The sunlight seeps through the blinds, but I am awoken to the sound of chatter and laughter. The smell of bacon leaks through my door. I get up. I stumble to the kitchen, pet the dog, and walk in, for a moment the atmosphere is heavy with disease, a sickness. I look up and suddenly it’s overtaken by the smile of my dad. He says ‘Set the table!’, I set the table. We all sit, we eat, we talk, we laugh, all while the radio plays in the background. The dog wants to play, I play with him. Sunday morning was perfect.
Next week, Sunday. I wake up, stumble into the hallway, pet the dog, say ‘good morning papa!’, I go to the kitchen, the air still heavy. I look up, I see my mum, the smell of baked bread covers the apartment. She says ‘Set the table.’, I set the table. We all sit, we eat, and we talk, as the radio plays in the background. The dog wants to play, I play with him. Sunday morning was nice.
The next Sunday after. I wake up, it’s silent. I stumble to the hallway, pet the dog, say ‘good morning papa!’. I’m now in the kitchen. Mama is making porridge. She hands me a bowl. I go the master bedroom. I hand the bowl to papa, he asks ‘Can I have my pills please?’, I fetch it and hand it to him. I go back to the kitchen, take my bowl, go to my room. I sit, I eat, and I don’t play with the dog. Sunday morning was fine.

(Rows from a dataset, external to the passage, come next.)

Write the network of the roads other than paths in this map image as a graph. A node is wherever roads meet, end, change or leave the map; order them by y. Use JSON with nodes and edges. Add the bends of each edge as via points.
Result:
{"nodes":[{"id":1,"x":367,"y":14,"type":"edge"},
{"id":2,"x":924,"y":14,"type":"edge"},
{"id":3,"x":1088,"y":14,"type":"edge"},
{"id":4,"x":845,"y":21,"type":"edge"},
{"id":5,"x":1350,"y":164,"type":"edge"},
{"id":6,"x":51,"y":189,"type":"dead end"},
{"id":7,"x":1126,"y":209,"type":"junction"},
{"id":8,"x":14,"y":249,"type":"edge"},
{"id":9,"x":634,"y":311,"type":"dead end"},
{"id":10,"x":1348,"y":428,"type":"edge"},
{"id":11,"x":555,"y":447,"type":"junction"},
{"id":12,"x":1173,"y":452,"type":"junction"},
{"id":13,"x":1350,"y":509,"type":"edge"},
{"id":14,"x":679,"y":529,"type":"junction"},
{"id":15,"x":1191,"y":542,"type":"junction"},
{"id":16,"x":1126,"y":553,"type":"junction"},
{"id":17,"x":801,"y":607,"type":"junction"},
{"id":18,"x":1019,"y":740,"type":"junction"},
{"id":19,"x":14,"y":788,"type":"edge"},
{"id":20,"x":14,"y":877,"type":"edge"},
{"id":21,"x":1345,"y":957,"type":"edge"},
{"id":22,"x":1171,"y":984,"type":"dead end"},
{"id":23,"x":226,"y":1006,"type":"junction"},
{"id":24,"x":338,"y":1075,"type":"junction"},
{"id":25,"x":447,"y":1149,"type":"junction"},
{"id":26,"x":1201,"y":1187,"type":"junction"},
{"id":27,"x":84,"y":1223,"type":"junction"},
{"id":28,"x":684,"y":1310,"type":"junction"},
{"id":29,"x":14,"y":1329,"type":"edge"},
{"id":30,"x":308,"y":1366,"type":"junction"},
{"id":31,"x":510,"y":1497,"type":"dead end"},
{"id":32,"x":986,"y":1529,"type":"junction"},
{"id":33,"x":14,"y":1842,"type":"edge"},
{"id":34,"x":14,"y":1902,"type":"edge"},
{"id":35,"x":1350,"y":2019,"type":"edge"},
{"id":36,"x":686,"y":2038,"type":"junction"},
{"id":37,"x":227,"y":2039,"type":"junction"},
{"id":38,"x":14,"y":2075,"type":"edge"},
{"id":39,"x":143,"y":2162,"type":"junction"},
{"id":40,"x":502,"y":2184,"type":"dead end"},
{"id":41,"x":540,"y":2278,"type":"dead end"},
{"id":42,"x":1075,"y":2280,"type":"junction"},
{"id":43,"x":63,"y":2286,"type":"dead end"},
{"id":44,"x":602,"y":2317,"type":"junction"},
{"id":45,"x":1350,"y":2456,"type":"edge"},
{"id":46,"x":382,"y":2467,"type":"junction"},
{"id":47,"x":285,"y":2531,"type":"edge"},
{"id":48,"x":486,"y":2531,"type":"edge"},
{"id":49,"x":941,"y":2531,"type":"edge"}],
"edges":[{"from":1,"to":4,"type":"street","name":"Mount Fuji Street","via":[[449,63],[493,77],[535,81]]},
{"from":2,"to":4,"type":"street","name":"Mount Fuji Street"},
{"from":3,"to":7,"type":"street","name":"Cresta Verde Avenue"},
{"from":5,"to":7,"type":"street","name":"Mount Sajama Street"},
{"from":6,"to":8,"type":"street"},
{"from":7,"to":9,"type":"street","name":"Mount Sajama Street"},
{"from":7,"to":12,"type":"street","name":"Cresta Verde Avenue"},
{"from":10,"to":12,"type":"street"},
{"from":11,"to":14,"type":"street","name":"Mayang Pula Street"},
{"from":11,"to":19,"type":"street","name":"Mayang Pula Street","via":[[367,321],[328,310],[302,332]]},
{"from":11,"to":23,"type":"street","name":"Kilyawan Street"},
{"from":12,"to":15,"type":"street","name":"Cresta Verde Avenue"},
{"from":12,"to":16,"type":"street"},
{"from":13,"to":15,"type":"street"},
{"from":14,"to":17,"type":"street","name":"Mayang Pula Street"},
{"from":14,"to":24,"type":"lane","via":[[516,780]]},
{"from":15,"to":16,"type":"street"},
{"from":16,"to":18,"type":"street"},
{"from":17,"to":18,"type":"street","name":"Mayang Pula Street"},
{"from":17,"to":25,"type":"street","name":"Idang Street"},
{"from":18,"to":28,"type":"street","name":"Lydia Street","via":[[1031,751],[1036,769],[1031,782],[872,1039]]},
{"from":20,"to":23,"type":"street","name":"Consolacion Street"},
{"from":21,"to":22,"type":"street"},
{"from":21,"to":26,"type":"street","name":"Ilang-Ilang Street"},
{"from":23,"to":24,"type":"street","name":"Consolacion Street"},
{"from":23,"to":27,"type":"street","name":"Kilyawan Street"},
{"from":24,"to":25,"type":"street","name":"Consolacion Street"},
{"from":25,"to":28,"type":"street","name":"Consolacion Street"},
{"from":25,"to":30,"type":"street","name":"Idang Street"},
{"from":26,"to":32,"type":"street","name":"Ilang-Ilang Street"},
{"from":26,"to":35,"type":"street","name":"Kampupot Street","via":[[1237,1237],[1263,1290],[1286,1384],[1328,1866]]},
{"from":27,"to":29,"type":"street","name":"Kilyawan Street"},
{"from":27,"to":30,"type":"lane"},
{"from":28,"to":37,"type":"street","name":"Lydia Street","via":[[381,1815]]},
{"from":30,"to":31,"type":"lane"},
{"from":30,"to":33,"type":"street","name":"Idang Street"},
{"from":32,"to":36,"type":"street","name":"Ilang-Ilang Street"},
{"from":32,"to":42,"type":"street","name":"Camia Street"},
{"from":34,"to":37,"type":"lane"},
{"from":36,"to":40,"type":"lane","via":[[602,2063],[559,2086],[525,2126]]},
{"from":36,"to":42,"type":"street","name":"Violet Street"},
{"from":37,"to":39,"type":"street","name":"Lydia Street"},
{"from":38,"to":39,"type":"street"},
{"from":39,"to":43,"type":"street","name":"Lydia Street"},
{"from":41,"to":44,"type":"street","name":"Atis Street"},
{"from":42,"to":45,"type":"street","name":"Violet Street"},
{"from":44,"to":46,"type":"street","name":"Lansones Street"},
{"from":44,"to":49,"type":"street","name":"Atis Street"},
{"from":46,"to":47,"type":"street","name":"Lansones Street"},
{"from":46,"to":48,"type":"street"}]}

Another Sunday arrives. I wake up, stumble into the hallway, pet the dog, go to the master bedroom, say ‘good morning mama and papa!’, I get a few kisses, but something is wrong. I leave. I’m in the kitchen, I make a sandwich, I go to my room. I sit and don’t play with the dog. Sunday morning was alright.
It’s Sunday. I wake up, stumble into the hallway, pet the dog, kiss my mum good morning, say ‘good morning papa!’, I get a mumble back, I hug him. I go to the kitchen, make a sandwich, go to my room and I don’t play with the dog. Sunday mornings are getting worse.
It’s 6:00 am on a Thursday morning. I wake up, stumble to the hallway, pet the dog, say ‘good morning mama and papa!’, mama responds. I get ready for school. I leave. I had fun. I go home, call mama as I go up, she says ‘don’t be shocked.’, I enter, I’m scared. The room reeks of cancer. Papa is bubbling, liquid pours out, nose and mouth. I cry. I go to my room, put my bag down, change my clothes. I walk back to the master bedroom, sit on the bed, hold papa’s hand. One hour passes, I go eat in the living room. It’s 5:30 pm, I hear my mother’s wail, I run to the bedroom. He’s yellow, unresponsive, not breathing. I’m crying, I’m holding his hand, I’m squeezing. He’s gone. I hate Thursdays.